* EXERCISE DIRECTIONS *
From the entries below, list each line with "McCaw".

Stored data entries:
..........

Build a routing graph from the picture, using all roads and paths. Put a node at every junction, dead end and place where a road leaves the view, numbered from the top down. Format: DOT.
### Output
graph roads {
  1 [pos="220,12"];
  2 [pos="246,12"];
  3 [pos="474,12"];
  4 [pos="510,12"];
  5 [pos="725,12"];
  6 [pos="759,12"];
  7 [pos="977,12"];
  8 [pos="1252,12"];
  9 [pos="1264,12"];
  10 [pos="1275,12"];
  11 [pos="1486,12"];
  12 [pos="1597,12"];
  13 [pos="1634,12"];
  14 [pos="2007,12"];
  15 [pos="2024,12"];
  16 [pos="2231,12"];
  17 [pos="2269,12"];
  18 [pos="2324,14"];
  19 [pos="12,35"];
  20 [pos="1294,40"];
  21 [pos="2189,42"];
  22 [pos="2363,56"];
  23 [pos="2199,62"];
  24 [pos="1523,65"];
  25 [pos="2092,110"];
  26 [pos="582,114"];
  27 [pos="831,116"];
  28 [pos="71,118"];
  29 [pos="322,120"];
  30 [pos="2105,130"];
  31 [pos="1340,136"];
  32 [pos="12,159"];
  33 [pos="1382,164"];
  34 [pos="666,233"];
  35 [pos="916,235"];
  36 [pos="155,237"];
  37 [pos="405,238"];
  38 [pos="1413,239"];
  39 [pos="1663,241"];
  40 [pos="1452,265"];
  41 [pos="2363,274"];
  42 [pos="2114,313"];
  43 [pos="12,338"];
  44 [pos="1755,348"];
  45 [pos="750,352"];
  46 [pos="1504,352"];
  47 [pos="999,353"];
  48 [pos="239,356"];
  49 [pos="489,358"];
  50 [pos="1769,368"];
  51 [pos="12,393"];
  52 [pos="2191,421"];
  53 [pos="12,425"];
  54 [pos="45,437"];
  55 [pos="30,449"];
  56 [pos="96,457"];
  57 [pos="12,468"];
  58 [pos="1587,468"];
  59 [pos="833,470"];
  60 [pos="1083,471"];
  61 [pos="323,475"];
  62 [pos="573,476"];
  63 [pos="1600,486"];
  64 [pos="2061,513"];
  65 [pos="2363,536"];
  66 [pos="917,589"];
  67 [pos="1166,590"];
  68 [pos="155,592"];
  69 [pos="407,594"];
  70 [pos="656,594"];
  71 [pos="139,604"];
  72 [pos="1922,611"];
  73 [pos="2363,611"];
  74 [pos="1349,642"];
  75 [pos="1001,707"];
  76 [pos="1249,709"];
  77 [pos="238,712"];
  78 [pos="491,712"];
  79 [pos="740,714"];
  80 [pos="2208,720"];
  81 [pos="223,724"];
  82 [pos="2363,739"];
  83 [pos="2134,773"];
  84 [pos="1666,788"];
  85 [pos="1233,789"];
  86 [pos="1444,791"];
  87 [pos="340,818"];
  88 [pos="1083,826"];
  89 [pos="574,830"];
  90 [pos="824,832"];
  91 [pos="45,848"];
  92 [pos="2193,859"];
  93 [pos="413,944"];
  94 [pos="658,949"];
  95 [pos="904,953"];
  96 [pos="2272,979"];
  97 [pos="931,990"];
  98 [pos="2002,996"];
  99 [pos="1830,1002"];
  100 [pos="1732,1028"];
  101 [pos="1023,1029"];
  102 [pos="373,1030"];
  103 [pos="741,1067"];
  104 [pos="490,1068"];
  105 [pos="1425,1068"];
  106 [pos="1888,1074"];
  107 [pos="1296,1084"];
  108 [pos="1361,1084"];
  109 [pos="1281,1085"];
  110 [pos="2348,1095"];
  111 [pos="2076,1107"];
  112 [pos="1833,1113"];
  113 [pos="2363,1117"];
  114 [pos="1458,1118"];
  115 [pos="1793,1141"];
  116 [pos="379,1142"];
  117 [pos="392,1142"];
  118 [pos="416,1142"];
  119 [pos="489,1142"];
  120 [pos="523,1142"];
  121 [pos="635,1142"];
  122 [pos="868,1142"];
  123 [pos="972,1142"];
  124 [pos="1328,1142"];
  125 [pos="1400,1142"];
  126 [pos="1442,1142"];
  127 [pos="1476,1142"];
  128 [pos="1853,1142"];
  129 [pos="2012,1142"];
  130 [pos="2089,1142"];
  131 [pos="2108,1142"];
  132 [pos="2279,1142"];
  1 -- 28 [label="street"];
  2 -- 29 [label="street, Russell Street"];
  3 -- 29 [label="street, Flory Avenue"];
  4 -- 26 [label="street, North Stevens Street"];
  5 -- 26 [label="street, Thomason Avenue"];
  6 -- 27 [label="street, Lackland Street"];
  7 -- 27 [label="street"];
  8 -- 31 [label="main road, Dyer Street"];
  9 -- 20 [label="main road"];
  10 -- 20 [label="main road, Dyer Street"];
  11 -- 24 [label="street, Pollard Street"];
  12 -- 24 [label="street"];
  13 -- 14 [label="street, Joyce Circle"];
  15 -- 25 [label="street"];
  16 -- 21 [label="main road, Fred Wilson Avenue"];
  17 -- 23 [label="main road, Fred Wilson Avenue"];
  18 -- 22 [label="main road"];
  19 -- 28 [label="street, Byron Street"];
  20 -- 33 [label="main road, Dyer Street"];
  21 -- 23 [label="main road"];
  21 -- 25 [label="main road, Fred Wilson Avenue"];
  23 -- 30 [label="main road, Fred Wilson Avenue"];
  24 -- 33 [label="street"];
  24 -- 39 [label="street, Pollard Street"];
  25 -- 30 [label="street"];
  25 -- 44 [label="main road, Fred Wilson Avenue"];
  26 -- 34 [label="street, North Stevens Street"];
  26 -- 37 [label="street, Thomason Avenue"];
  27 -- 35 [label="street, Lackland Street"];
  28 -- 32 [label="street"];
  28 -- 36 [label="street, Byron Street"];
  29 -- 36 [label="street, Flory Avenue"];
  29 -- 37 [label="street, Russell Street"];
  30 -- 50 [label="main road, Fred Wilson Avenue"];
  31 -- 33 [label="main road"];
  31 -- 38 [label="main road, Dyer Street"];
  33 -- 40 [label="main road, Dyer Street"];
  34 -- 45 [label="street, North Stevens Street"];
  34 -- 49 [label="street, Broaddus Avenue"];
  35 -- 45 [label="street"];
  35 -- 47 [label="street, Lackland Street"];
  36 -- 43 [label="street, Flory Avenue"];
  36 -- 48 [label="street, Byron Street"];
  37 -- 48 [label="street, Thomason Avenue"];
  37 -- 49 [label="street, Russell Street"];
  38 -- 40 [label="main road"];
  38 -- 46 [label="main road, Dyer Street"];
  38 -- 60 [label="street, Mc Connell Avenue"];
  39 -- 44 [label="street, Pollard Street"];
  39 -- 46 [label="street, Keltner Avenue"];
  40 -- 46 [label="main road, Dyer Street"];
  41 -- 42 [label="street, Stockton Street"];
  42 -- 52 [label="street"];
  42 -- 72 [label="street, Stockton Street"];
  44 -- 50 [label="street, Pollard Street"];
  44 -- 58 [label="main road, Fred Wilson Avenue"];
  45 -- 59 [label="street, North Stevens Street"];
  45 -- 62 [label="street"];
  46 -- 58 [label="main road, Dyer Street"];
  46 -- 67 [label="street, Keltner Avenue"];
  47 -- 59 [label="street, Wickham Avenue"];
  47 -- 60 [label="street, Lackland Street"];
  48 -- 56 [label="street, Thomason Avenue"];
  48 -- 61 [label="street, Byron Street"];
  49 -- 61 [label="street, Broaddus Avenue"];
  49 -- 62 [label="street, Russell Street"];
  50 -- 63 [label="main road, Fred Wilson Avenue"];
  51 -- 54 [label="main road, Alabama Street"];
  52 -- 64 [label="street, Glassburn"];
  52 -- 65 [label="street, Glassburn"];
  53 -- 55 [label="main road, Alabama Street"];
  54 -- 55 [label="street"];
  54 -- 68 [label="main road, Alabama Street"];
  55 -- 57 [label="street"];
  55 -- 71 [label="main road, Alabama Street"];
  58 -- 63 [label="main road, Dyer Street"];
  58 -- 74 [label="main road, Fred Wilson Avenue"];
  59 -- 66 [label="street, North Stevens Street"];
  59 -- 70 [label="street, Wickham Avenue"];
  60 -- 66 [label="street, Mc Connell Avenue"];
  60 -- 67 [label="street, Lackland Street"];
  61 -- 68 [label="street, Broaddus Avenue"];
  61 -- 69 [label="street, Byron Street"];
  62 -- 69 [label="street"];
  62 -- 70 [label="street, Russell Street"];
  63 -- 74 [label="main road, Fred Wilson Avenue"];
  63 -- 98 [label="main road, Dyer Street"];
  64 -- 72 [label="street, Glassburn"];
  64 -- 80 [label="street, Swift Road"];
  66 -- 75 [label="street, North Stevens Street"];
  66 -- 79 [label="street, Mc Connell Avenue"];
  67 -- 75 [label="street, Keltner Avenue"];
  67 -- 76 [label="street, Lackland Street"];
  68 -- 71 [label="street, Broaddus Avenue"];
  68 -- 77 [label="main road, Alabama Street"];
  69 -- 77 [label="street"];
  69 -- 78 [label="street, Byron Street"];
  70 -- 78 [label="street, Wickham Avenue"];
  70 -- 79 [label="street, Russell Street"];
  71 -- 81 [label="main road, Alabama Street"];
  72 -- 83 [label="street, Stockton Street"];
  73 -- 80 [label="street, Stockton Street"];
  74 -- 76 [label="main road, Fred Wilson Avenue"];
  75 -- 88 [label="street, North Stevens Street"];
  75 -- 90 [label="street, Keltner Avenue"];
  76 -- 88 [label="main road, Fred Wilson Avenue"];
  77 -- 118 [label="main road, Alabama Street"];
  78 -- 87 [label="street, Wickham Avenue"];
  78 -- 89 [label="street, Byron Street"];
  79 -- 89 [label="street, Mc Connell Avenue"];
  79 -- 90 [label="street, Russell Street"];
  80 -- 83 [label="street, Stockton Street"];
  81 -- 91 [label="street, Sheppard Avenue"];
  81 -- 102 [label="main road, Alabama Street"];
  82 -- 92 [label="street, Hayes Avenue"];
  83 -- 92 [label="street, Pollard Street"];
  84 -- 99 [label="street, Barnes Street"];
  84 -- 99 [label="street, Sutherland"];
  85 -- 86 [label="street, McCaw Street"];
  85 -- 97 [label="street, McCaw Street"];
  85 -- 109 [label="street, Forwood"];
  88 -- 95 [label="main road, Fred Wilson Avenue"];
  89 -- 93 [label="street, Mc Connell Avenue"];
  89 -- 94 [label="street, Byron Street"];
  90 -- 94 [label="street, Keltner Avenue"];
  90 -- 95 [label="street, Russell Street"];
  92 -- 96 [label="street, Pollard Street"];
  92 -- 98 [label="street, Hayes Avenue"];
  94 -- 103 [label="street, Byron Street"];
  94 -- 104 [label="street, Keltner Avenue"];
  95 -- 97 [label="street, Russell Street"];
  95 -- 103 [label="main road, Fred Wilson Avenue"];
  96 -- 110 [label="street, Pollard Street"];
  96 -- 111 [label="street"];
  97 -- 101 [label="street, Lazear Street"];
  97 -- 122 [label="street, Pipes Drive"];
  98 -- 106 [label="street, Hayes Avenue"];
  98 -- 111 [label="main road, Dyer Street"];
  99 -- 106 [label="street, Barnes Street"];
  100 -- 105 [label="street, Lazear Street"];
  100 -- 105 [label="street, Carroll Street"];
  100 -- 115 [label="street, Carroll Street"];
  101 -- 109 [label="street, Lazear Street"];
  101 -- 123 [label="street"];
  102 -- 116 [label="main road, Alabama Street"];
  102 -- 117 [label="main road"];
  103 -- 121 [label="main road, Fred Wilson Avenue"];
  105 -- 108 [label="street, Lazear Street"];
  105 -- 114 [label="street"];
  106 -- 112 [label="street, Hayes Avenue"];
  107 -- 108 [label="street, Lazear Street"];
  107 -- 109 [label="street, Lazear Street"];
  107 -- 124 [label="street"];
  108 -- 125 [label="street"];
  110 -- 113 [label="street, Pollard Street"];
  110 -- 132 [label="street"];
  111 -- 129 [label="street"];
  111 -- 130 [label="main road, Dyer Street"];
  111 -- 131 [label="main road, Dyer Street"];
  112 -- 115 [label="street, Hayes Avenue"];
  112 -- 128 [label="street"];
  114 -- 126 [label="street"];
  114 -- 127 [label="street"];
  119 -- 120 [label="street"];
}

..........

* RESPONSE TO THIS EXERCISE *
  85 -- 86 [label="street, McCaw Street"];
  85 -- 97 [label="street, McCaw Street"];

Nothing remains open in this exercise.